▶ [EXERCISE DETAILS]: Return each line of the records holding the string "main".

Collected data
- - -

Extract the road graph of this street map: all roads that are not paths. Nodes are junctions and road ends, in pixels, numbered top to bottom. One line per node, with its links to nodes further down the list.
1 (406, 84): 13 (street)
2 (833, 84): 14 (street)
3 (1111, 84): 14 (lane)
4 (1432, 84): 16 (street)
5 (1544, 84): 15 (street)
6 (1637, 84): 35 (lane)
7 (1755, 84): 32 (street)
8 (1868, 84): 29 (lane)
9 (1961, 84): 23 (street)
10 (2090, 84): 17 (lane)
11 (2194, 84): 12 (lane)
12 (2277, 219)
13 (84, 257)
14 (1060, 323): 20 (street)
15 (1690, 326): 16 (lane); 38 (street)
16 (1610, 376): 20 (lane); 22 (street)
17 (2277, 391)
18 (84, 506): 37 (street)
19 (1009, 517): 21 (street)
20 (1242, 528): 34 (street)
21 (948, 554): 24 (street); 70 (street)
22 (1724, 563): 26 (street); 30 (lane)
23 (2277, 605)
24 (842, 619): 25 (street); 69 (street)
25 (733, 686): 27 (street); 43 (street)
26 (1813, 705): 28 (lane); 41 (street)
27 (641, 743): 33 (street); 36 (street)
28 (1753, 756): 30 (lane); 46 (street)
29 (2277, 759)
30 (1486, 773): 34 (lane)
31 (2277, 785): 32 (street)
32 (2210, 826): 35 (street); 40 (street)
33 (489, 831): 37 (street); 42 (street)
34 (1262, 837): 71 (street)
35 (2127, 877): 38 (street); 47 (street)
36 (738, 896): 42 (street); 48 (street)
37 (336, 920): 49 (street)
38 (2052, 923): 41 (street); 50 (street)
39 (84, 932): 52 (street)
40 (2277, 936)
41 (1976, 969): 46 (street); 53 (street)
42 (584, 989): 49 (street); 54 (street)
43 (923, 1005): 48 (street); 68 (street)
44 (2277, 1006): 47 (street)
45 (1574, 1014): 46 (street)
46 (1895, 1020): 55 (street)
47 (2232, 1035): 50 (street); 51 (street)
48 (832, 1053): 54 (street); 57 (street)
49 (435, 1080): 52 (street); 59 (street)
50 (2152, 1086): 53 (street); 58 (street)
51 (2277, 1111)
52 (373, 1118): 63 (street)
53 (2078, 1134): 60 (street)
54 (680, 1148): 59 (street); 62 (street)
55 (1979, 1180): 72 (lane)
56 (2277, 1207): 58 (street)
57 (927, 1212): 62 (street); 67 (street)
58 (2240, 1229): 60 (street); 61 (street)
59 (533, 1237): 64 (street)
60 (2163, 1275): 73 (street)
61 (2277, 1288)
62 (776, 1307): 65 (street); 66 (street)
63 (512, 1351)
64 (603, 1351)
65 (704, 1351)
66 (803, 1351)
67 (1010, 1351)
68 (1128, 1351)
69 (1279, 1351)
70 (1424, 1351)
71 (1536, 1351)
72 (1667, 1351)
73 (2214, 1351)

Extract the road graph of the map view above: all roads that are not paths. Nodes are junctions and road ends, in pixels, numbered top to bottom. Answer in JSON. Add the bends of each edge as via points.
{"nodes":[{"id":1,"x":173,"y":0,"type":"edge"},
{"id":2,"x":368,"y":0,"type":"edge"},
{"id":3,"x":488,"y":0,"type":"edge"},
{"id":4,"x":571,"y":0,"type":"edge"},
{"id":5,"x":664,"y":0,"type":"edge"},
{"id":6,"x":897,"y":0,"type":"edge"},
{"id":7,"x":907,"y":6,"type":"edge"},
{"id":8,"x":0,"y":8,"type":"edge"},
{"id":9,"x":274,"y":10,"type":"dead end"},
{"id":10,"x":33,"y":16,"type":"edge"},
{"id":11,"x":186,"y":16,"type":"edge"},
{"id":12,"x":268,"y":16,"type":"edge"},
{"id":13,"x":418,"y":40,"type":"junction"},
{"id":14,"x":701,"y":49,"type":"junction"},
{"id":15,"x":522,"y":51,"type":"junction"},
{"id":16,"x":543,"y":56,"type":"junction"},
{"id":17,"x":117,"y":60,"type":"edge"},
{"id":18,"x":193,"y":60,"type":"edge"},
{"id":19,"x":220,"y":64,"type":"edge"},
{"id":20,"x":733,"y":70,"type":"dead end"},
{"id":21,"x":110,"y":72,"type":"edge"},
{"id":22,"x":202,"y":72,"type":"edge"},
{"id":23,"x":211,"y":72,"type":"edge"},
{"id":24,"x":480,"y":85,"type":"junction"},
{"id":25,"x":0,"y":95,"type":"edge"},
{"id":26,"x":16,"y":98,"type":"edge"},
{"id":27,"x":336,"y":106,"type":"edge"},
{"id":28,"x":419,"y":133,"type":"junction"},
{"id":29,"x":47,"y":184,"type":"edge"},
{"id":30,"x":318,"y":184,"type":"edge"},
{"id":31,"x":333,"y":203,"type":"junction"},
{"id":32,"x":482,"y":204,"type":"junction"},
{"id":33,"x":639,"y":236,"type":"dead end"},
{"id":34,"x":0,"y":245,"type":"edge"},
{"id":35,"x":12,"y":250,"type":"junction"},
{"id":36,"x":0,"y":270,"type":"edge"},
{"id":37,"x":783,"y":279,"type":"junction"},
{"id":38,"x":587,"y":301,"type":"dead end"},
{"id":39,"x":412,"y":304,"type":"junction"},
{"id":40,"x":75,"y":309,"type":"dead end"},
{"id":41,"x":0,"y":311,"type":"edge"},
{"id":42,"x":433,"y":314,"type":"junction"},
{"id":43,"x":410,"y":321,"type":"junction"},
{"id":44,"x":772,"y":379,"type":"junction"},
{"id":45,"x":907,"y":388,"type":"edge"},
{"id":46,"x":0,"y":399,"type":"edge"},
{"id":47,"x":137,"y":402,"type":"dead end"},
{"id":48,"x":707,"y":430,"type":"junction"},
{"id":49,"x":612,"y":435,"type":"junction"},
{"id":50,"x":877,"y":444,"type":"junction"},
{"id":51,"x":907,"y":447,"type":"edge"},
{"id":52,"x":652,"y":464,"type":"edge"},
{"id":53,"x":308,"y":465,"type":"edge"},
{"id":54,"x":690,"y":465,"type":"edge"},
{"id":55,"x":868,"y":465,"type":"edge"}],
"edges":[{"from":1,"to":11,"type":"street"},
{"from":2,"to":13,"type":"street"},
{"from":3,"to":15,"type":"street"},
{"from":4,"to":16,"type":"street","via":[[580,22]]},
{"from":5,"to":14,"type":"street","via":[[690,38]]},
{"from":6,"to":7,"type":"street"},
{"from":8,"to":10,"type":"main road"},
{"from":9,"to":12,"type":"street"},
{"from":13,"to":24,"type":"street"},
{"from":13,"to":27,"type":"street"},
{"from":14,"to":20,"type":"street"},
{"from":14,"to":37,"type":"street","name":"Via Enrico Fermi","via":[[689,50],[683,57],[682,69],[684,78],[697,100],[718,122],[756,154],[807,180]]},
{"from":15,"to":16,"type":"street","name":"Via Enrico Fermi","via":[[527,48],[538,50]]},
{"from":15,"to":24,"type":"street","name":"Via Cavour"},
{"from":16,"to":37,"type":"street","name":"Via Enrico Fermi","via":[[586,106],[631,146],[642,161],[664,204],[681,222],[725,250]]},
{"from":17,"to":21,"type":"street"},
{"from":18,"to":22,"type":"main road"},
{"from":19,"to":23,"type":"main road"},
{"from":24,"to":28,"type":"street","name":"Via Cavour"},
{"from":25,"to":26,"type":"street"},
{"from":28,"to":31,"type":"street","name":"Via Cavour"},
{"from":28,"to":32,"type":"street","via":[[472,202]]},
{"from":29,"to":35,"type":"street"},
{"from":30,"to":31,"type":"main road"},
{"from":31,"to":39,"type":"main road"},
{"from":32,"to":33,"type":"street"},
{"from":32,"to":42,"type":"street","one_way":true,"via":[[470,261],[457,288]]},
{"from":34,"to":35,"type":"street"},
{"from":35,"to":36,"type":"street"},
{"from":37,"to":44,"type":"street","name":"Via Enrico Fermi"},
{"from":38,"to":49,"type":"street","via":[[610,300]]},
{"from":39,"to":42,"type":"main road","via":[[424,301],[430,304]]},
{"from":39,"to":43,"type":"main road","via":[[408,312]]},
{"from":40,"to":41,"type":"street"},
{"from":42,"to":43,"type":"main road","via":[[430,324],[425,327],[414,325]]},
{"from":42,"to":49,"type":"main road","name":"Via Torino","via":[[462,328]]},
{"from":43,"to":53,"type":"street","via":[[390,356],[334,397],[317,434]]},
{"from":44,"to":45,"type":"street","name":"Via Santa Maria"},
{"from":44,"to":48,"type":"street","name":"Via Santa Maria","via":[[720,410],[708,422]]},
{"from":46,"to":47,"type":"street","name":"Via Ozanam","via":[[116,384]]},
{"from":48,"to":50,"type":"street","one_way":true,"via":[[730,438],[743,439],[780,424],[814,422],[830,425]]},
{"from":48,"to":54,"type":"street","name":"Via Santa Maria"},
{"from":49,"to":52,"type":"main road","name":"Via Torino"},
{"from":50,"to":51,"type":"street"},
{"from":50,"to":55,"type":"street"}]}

- - -

▶ [SOLUTION TO THE PROBLEM]:
{"from":8,"to":10,"type":"main road"},
{"from":18,"to":22,"type":"main road"},
{"from":19,"to":23,"type":"main road"},
{"from":30,"to":31,"type":"main road"},
{"from":31,"to":39,"type":"main road"},
{"from":39,"to":42,"type":"main road","via":[[424,301],[430,304]]},
{"from":39,"to":43,"type":"main road","via":[[408,312]]},
{"from":42,"to":43,"type":"main road","via":[[430,324],[425,327],[414,325]]},
{"from":42,"to":49,"type":"main road","name":"Via Torino","via":[[462,328]]},
{"from":49,"to":52,"type":"main road","name":"Via Torino"},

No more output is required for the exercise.